(GOAL OF THE EXERCISE) Beginning with the line that holds "Trace all roads that", please retype each line through the end of the listing below, both ends included, and nothing more.

(EXTRACTED INFORMATION)
[Start of Attachment]

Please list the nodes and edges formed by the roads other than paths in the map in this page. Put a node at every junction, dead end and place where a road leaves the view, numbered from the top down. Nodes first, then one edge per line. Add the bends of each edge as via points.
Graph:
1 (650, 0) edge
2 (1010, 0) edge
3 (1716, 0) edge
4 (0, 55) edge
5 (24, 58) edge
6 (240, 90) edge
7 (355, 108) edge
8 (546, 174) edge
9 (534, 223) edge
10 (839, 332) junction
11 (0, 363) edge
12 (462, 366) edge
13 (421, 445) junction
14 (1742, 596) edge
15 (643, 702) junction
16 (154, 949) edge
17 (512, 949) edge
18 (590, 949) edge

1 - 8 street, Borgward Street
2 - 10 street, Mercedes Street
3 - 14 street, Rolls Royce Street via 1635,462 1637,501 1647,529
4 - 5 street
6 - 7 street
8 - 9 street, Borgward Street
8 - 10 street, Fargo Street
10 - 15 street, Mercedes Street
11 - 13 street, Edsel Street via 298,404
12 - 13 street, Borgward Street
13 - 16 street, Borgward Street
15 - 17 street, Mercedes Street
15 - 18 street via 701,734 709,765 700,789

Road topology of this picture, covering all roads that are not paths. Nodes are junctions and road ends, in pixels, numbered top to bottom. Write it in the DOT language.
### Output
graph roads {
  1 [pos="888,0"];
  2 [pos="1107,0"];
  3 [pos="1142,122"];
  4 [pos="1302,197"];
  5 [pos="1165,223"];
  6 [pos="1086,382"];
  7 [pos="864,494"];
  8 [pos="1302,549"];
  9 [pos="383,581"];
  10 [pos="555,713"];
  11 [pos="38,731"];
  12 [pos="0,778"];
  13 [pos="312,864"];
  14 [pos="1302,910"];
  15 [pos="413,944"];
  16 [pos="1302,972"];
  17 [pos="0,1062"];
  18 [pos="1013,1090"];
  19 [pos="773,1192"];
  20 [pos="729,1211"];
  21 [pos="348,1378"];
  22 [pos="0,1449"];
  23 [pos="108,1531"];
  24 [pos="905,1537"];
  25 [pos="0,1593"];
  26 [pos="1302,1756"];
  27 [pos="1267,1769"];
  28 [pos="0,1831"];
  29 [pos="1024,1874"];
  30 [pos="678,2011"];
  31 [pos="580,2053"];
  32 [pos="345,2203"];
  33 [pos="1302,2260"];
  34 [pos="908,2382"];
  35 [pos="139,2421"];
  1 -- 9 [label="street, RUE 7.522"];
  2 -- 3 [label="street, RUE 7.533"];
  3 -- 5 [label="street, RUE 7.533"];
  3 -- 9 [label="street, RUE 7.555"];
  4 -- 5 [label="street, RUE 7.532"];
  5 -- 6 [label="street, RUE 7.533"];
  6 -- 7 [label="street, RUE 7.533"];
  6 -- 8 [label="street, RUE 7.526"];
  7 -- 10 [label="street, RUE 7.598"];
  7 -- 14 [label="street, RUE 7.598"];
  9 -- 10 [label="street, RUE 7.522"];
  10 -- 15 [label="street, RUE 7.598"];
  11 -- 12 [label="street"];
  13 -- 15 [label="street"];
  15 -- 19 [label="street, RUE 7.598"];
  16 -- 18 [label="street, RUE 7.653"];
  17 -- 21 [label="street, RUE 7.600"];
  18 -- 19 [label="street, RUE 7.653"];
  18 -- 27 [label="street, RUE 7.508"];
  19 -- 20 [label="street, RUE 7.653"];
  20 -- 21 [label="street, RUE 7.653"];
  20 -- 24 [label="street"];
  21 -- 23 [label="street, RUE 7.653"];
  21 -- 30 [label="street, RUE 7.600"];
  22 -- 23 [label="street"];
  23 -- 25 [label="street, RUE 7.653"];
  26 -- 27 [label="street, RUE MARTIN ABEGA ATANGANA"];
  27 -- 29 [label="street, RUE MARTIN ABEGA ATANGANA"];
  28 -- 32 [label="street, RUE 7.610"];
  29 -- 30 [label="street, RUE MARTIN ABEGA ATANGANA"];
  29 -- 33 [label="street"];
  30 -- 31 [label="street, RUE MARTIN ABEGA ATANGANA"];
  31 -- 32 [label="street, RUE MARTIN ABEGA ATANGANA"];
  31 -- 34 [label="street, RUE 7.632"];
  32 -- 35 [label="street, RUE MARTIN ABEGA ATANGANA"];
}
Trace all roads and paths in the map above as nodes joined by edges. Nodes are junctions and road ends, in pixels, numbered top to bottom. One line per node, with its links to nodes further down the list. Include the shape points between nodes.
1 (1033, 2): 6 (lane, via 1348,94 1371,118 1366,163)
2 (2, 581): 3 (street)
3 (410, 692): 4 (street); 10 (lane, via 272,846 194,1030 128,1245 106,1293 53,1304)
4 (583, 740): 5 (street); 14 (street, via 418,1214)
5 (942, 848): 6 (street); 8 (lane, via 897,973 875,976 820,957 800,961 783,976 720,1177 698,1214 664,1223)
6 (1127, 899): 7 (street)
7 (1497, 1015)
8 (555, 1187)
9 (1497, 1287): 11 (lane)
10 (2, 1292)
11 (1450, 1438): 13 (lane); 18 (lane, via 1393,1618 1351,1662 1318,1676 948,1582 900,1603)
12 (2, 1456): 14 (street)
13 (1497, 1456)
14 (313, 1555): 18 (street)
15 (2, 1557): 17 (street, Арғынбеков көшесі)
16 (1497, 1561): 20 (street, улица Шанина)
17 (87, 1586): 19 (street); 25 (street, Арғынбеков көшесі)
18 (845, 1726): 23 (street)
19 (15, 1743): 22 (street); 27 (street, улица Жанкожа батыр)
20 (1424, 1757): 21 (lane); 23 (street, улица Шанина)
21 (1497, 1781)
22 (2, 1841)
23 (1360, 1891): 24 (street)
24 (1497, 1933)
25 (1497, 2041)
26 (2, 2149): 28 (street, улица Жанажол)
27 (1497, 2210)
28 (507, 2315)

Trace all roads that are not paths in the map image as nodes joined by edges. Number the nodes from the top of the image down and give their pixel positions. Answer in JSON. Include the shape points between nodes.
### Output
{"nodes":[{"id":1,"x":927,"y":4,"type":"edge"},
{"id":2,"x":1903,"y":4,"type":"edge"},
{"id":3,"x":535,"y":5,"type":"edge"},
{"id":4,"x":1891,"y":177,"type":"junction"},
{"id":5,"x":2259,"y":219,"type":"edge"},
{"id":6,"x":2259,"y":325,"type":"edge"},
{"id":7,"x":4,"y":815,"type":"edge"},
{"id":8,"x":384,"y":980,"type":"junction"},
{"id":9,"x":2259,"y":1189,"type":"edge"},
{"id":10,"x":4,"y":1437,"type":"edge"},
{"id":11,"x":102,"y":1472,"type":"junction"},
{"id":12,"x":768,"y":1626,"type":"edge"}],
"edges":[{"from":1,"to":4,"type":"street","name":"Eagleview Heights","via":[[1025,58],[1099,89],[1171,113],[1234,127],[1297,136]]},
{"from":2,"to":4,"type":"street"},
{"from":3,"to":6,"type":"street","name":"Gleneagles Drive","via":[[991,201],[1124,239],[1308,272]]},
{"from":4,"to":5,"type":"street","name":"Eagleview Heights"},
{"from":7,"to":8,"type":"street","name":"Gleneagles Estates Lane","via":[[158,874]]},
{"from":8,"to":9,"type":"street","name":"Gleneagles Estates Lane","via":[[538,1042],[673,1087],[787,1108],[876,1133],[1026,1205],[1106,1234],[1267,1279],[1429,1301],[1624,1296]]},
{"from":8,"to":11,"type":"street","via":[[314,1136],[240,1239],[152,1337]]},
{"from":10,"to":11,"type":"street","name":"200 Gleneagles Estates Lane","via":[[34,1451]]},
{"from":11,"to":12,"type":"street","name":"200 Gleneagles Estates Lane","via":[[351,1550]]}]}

[End of Attachment]

(RESPONSE)
Trace all roads that are not paths in the map image as nodes joined by edges. Number the nodes from the top of the image down and give their pixel positions. Answer in JSON. Include the shape points between nodes.
### Output
{"nodes":[{"id":1,"x":927,"y":4,"type":"edge"},
{"id":2,"x":1903,"y":4,"type":"edge"},
{"id":3,"x":535,"y":5,"type":"edge"},
{"id":4,"x":1891,"y":177,"type":"junction"},
{"id":5,"x":2259,"y":219,"type":"edge"},
{"id":6,"x":2259,"y":325,"type":"edge"},
{"id":7,"x":4,"y":815,"type":"edge"},
{"id":8,"x":384,"y":980,"type":"junction"},
{"id":9,"x":2259,"y":1189,"type":"edge"},
{"id":10,"x":4,"y":1437,"type":"edge"},
{"id":11,"x":102,"y":1472,"type":"junction"},
{"id":12,"x":768,"y":1626,"type":"edge"}],
"edges":[{"from":1,"to":4,"type":"street","name":"Eagleview Heights","via":[[1025,58],[1099,89],[1171,113],[1234,127],[1297,136]]},
{"from":2,"to":4,"type":"street"},
{"from":3,"to":6,"type":"street","name":"Gleneagles Drive","via":[[991,201],[1124,239],[1308,272]]},
{"from":4,"to":5,"type":"street","name":"Eagleview Heights"},
{"from":7,"to":8,"type":"street","name":"Gleneagles Estates Lane","via":[[158,874]]},
{"from":8,"to":9,"type":"street","name":"Gleneagles Estates Lane","via":[[538,1042],[673,1087],[787,1108],[876,1133],[1026,1205],[1106,1234],[1267,1279],[1429,1301],[1624,1296]]},
{"from":8,"to":11,"type":"street","via":[[314,1136],[240,1239],[152,1337]]},
{"from":10,"to":11,"type":"street","name":"200 Gleneagles Estates Lane","via":[[34,1451]]},
{"from":11,"to":12,"type":"street","name":"200 Gleneagles Estates Lane","via":[[351,1550]]}]}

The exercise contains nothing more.